Affiliations: Department of Physiology, University of Ilorin, P.M.B. 1515, Ilorin, Nigeria
Note: [] Corresponding author: L.A. Olatunji, Department of Physiology, University of Ilorin, P.M.B. 1515, Ilorin, Nigeria. Tel.: +234 803 575 5360; E-mail: tunjilaw04@yahoo.com.
Abstract: Oral contraceptive (OC) steroids use has been associated with variable effects on blood lipid and rheological properties, and abnormal plasma lipid and hemorheological profiles has been shown to be in almost all conditions associated with accelerated atherosclerotic cardiovascular disorders. This study aimed at investigating the effect of increased calcium intake on plasma levels of lipids, malondialdehyde (lipid peroxidation index), free radical defense system and hemorheological variables in OC-treated female Sprague–Dawley rats. OC-treated and OC+Calcium-treated groups received a combination of ethinyl estradiol and norgestrel for 10 weeks by oral gavage. OC+Calcium-treated rats fed on 2.5% calcium diet while other groups fed on 0.9% calcium diet in addition to drinking water ad libitum. Results showed that LDL-cholesterol, total cholesterol/HDL-cholesterol ratio, LDL-cholesterol/HDL-cholesterol ratio, plasma viscosity, hematocrit and plasma fibrinogen were significantly higher while plasma HDL-cholesterol, 17β-estradiol, testosterone and calcium levels were significantly lower in OC-treated rats when compared with the control rats.
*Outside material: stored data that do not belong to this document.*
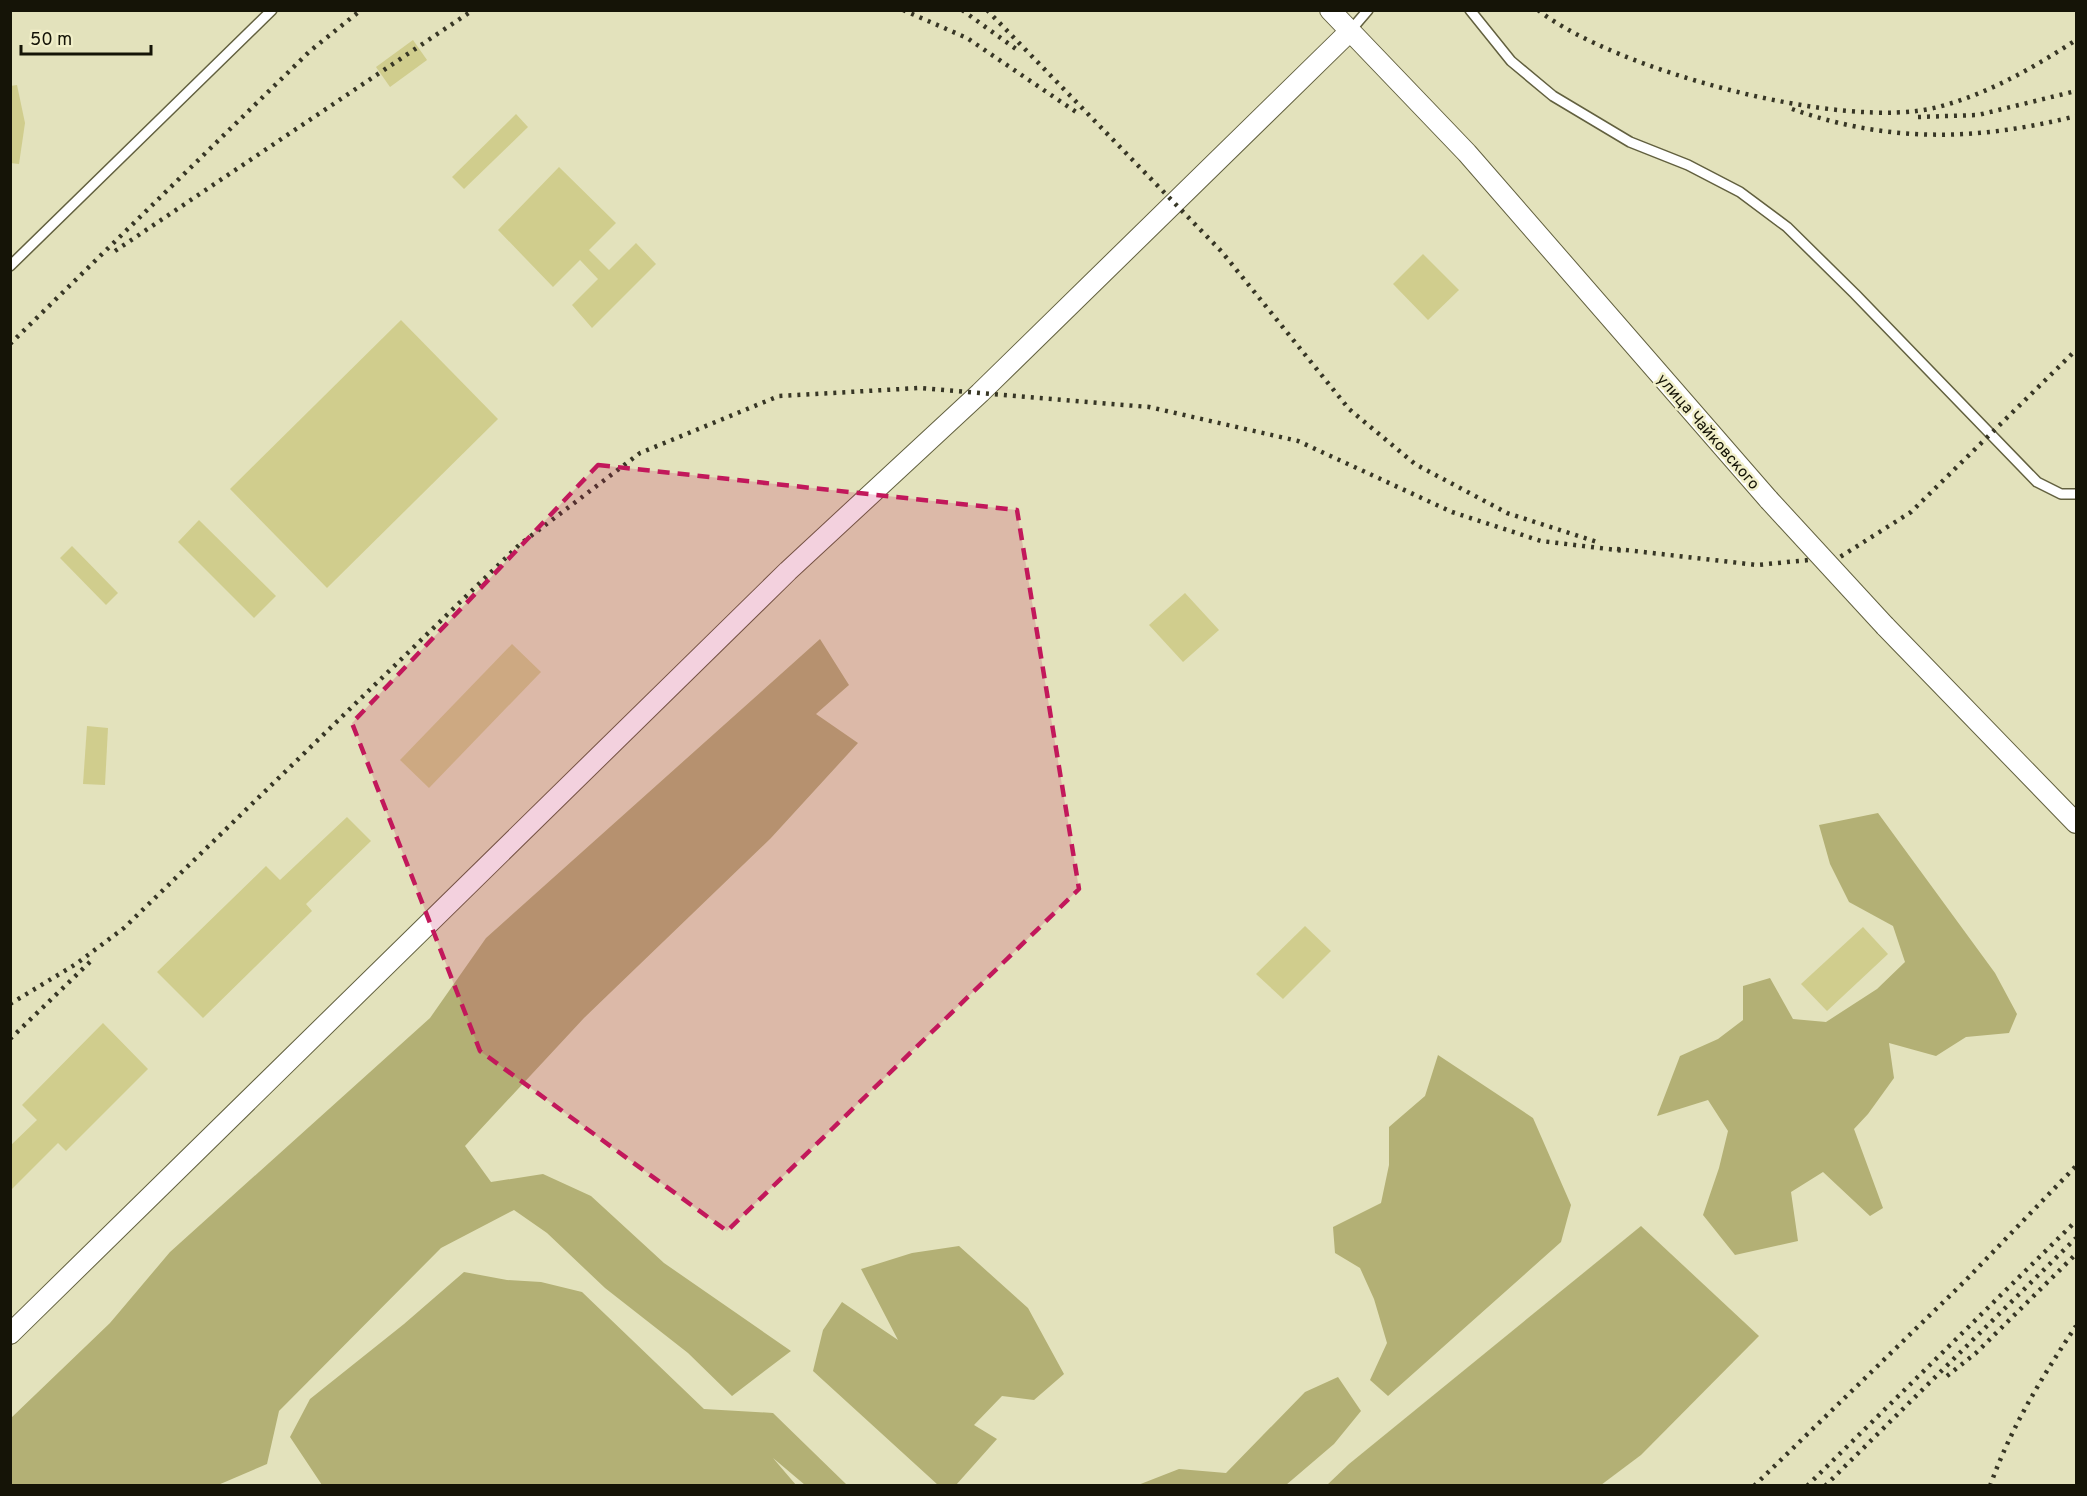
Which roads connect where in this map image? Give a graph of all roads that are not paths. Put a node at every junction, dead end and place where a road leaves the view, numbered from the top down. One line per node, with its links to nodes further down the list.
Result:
1 (272, 10): 6 (lane)
2 (1330, 10): 5 (street, улица Чайковского)
3 (1368, 10): 5 (lane)
4 (1470, 10): 7 (lane)
5 (1350, 31): 8 (street, улица Чайковского, bridge); 9 (street)
6 (10, 266)
7 (2076, 494)
8 (2076, 823)
9 (10, 1334)

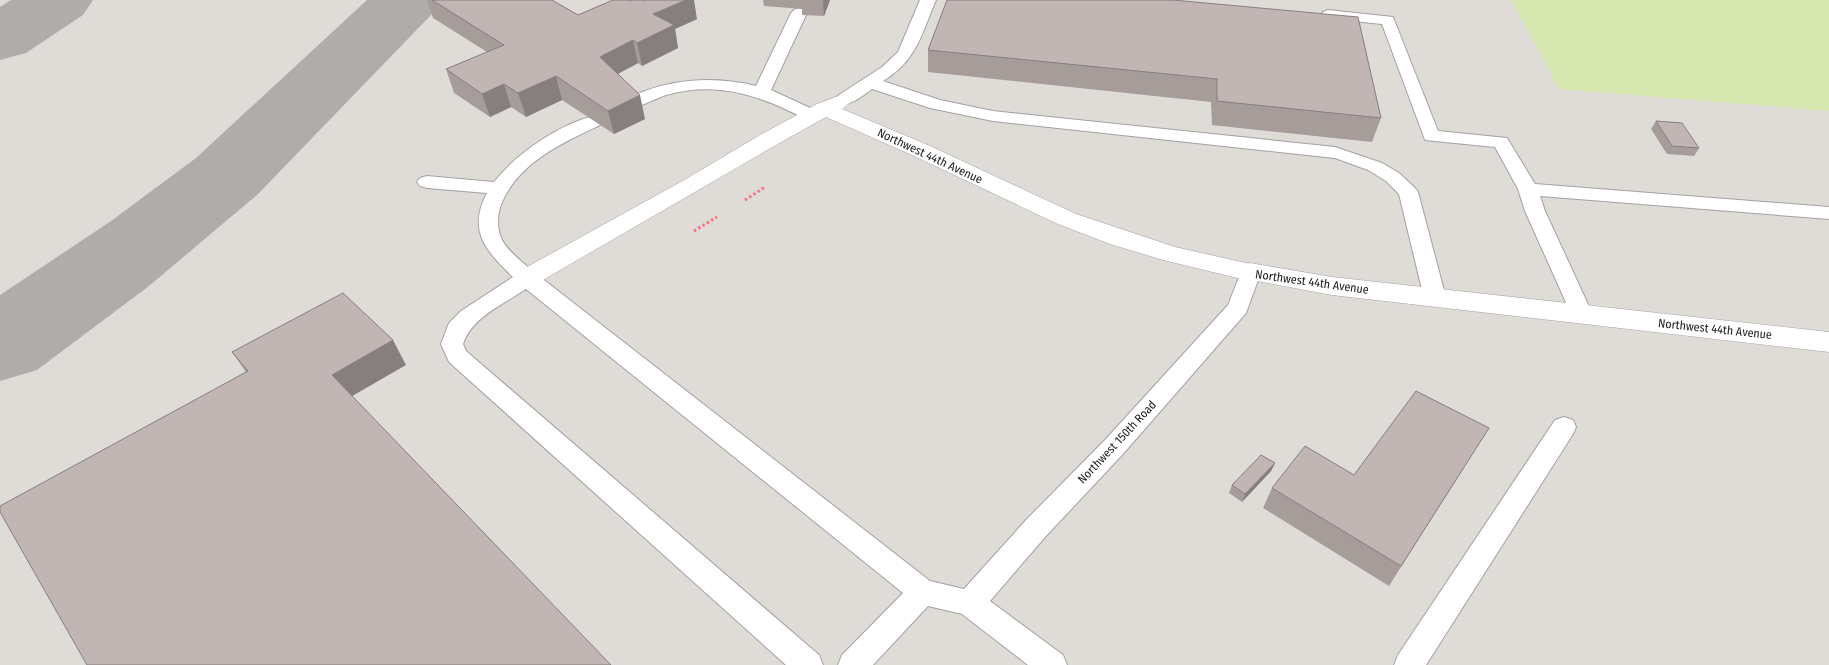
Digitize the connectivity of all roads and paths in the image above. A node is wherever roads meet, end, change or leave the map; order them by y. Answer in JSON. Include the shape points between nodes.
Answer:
{"nodes":[{"id":1,"x":928,"y":0,"type":"edge"},
{"id":2,"x":799,"y":13,"type":"dead end"},
{"id":3,"x":1310,"y":13,"type":"edge"},
{"id":4,"x":871,"y":83,"type":"junction"},
{"id":5,"x":762,"y":92,"type":"junction"},
{"id":6,"x":630,"y":104,"type":"edge"},
{"id":7,"x":827,"y":108,"type":"junction"},
{"id":8,"x":594,"y":121,"type":"edge"},
{"id":9,"x":427,"y":182,"type":"dead end"},
{"id":10,"x":499,"y":188,"type":"junction"},
{"id":11,"x":765,"y":188,"type":"dead end"},
{"id":12,"x":1528,"y":189,"type":"junction"},
{"id":13,"x":745,"y":200,"type":"dead end"},
{"id":14,"x":1829,"y":213,"type":"edge"},
{"id":15,"x":717,"y":216,"type":"dead end"},
{"id":16,"x":694,"y":231,"type":"dead end"},
{"id":17,"x":1250,"y":272,"type":"junction"},
{"id":18,"x":527,"y":278,"type":"junction"},
{"id":19,"x":1435,"y":298,"type":"junction"},
{"id":20,"x":1581,"y":313,"type":"junction"},
{"id":21,"x":1829,"y":342,"type":"edge"},
{"id":22,"x":1564,"y":427,"type":"dead end"},
{"id":23,"x":923,"y":592,"type":"junction"},
{"id":24,"x":970,"y":603,"type":"junction"},
{"id":25,"x":808,"y":665,"type":"edge"},
{"id":26,"x":853,"y":665,"type":"edge"},
{"id":27,"x":1052,"y":665,"type":"edge"},
{"id":28,"x":1409,"y":665,"type":"edge"}],
"edges":[{"from":1,"to":4,"type":"lane","via":[[905,54]]},
{"from":2,"to":5,"type":"lane"},
{"from":3,"to":12,"type":"lane","via":[[1388,20],[1431,136],[1501,142]]},
{"from":4,"to":7,"type":"lane"},
{"from":4,"to":19,"type":"lane","via":[[936,104],[993,116],[1357,158],[1396,178],[1408,192]]},
{"from":5,"to":6,"type":"lane","via":[[740,87],[693,85],[668,88]]},
{"from":5,"to":7,"type":"lane"},
{"from":7,"to":17,"type":"street","name":"Northwest 44th Avenue","via":[[1067,219],[1172,254]]},
{"from":7,"to":18,"type":"street"},
{"from":8,"to":10,"type":"lane","via":[[531,154]]},
{"from":9,"to":10,"type":"lane"},
{"from":10,"to":18,"type":"lane","via":[[487,213],[489,234],[498,249]]},
{"from":11,"to":13,"type":"path"},
{"from":12,"to":14,"type":"lane"},
{"from":12,"to":20,"type":"lane"},
{"from":15,"to":16,"type":"path"},
{"from":17,"to":19,"type":"street","name":"Northwest 44th Avenue"},
{"from":17,"to":24,"type":"lane","name":"Northwest 150th Road","via":[[1238,308]]},
{"from":18,"to":23,"type":"lane"},
{"from":18,"to":25,"type":"lane","via":[[469,316],[458,329],[452,344],[457,356]]},
{"from":19,"to":20,"type":"street","name":"Northwest 44th Avenue"},
{"from":20,"to":21,"type":"street","name":"Northwest 44th Avenue"},
{"from":22,"to":28,"type":"lane"},
{"from":23,"to":24,"type":"lane"},
{"from":23,"to":26,"type":"lane"},
{"from":24,"to":27,"type":"lane"}]}
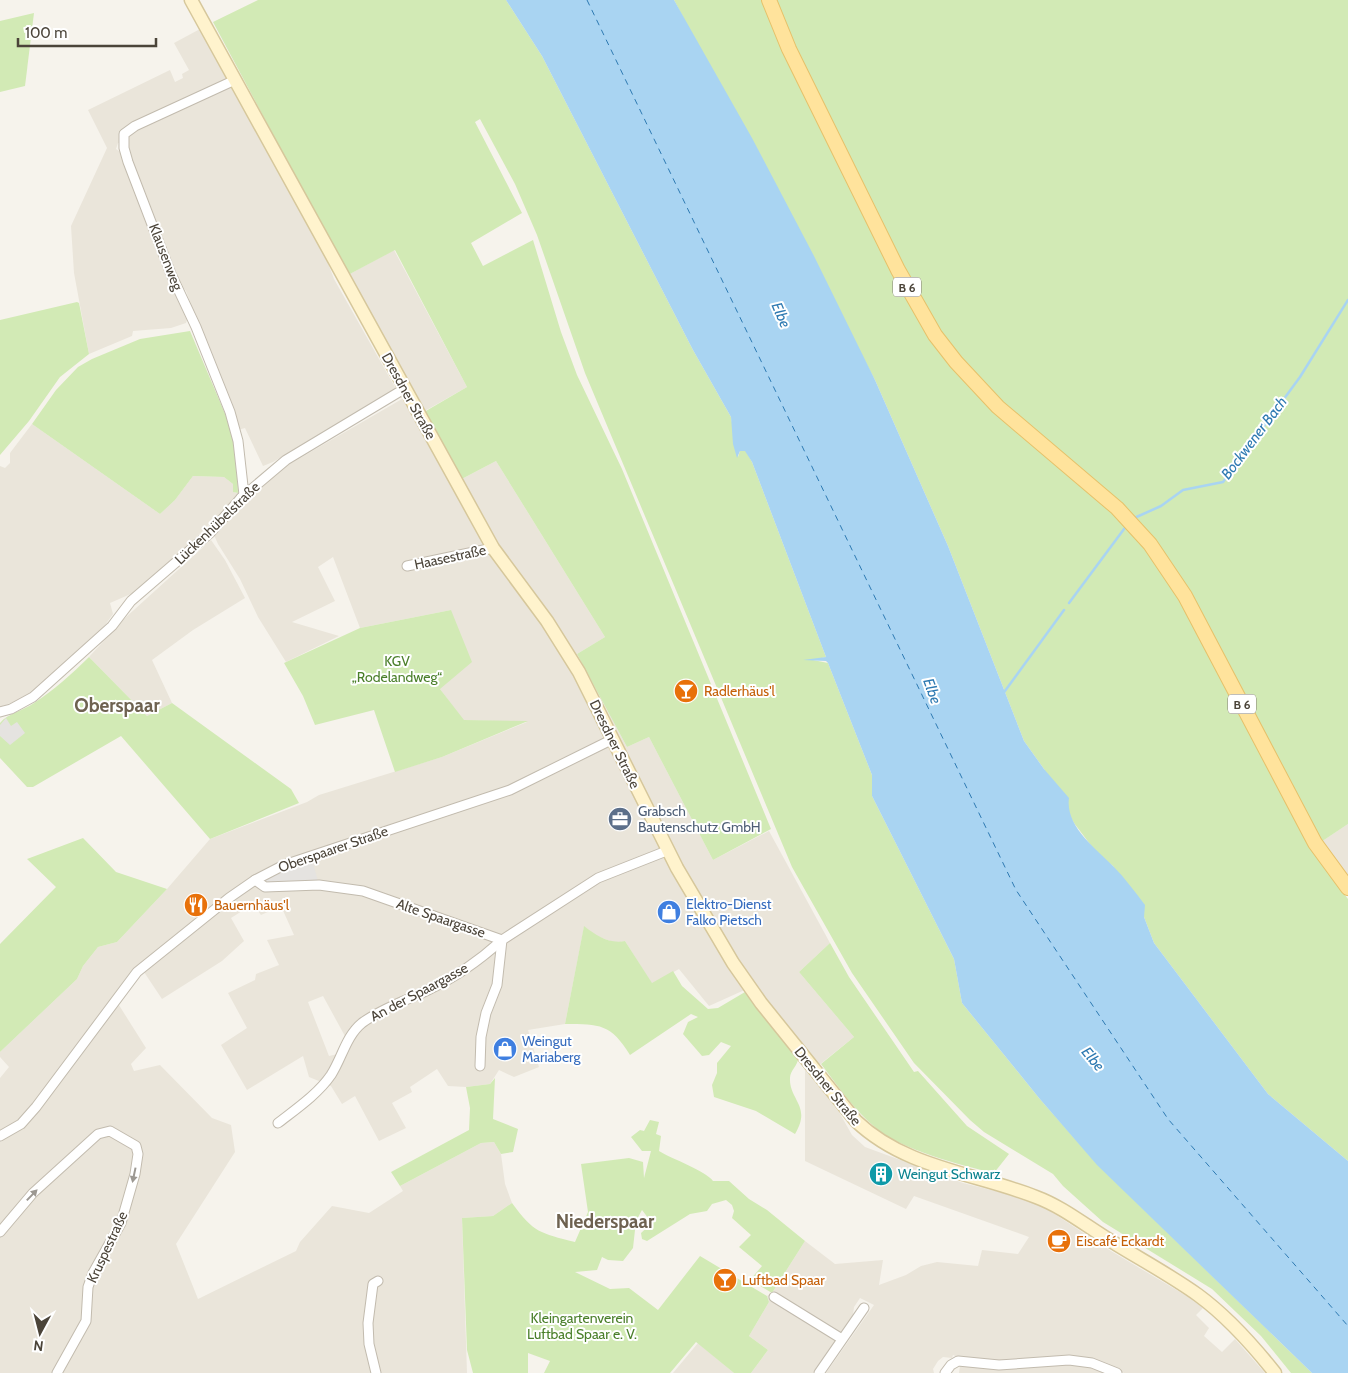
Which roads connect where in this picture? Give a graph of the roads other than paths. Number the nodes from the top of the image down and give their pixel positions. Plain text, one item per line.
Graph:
1 (191, 0) edge
2 (768, 0) edge
3 (235, 80) junction
4 (404, 389) junction
5 (241, 498) junction
6 (493, 548) junction
7 (407, 566) dead end
8 (0, 714) edge
9 (611, 740) junction
10 (669, 850) junction
11 (255, 880) junction
12 (1347, 887) edge
13 (502, 940) junction
14 (480, 1066) dead end
15 (278, 1123) dead end
16 (0, 1136) edge
17 (0, 1232) edge
18 (378, 1281) dead end
19 (774, 1297) dead end
20 (864, 1308) dead end
21 (842, 1339) junction
22 (57, 1373) edge
23 (376, 1373) edge
24 (819, 1373) edge
25 (945, 1373) edge
26 (1117, 1373) edge
27 (1275, 1373) edge

1 - 3 main road, Dresdner Straße
2 - 12 main road, B 6
3 - 4 main road, Dresdner Straße
3 - 5 street, Klausenweg
4 - 5 street, Lückenhübelstraße
4 - 6 main road, Dresdner Straße
5 - 8 street, Lückenhübelstraße
6 - 7 street, Haasestraße
6 - 9 main road, Dresdner Straße
9 - 10 main road, Dresdner Straße
9 - 11 street, Oberspaarer Straße
10 - 13 street, Alte Spaargasse
10 - 27 main road, Dresdner Straße
11 - 13 street, Alte Spaargasse
11 - 16 street, Oberspaarer Straße
13 - 14 street
13 - 15 street, An der Spaargasse
17 -> 22 street, Kruspestraße
18 - 23 street
19 - 21 street
20 - 21 street
21 - 24 street
25 - 26 street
The altered plasma lipid and calcium levels were prevented by increased calcium intake, whereas the OC-induced changes in hematocrit, plasma viscosity, fibrinogen, 17β-estradiol and testosterone were not affected by increased dietary calcium. Plasma lipid peroxidation index, ascorbic acid and albumin levels were comparable in all the groups. The present study demonstrated that OC-induced altered blood lipid and rheological properties were not associated with increased lipid peroxidation. The results also suggest that calcium enriched diet may improve lipid profile but not hemorheological parameters, by a mechanism that is independent of circulating 17β-estradiol and testosterone in OC-treated rats.